## [Task requirements]
Go to the line holding "window.onload = function" in the entries below and write out exactly every line down to and including the line holding "context.fontKerning = 'normal';".
Start of Excerpted records
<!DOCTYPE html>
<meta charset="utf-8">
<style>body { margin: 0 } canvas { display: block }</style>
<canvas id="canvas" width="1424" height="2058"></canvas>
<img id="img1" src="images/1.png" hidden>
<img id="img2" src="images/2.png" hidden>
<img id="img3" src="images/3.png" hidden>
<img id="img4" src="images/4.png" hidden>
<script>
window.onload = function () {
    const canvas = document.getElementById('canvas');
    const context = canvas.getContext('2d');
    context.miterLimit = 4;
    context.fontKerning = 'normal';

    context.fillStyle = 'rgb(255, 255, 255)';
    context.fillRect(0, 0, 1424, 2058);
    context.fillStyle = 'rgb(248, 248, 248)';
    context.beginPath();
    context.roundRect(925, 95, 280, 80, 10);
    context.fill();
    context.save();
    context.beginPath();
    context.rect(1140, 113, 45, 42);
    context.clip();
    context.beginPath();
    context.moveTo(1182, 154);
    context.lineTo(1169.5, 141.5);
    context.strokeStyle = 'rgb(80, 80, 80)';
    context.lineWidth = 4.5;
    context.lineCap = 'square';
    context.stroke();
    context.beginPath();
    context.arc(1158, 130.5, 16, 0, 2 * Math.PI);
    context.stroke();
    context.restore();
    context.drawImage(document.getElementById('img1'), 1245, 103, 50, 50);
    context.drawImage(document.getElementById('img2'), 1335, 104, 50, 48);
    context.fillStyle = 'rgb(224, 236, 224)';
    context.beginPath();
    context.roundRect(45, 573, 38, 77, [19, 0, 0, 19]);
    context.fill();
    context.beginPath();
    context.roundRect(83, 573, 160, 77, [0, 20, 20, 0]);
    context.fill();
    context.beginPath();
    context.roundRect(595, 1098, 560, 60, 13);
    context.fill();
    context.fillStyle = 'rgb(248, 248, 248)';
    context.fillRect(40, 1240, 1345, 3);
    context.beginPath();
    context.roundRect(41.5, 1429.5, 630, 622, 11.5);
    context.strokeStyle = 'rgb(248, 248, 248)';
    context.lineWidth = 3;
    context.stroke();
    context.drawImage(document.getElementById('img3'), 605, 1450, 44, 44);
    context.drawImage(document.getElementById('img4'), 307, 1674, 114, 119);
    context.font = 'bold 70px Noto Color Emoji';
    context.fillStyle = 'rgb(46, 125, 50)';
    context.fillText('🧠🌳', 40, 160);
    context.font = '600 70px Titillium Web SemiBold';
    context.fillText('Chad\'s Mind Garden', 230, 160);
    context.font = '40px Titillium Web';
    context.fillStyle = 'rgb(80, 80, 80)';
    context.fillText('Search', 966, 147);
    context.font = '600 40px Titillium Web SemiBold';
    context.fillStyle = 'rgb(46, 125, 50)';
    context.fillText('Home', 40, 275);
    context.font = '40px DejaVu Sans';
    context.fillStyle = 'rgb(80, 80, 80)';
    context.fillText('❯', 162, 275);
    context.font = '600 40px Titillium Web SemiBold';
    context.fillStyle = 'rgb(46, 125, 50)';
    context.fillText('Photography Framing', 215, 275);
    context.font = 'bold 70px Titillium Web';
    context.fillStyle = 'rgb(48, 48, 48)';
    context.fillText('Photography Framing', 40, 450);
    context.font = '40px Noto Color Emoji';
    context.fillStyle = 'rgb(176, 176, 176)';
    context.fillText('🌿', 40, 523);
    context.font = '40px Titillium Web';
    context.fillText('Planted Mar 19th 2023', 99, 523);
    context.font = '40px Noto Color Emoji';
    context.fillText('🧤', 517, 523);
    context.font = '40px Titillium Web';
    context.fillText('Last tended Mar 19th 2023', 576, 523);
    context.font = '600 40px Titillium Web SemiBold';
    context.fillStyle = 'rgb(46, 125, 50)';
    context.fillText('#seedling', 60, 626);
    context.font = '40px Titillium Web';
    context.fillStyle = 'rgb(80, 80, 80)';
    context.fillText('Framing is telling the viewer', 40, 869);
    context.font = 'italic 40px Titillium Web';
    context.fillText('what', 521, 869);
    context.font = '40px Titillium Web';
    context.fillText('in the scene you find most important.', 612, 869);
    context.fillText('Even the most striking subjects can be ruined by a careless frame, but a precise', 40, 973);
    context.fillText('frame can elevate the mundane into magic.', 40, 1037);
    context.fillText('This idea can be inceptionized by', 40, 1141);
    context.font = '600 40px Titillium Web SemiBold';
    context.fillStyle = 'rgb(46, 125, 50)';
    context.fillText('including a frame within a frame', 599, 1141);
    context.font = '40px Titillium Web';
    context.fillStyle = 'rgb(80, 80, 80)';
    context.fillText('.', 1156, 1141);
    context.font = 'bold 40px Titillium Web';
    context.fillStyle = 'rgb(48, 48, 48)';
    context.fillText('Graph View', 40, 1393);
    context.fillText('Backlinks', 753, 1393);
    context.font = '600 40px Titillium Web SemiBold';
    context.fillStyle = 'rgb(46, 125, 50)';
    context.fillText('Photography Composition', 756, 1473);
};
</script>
End of Excerpted records
## [Response to this task]
window.onload = function () {
    const canvas = document.getElementById('canvas');
    const context = canvas.getContext('2d');
    context.miterLimit = 4;
    context.fontKerning = 'normal';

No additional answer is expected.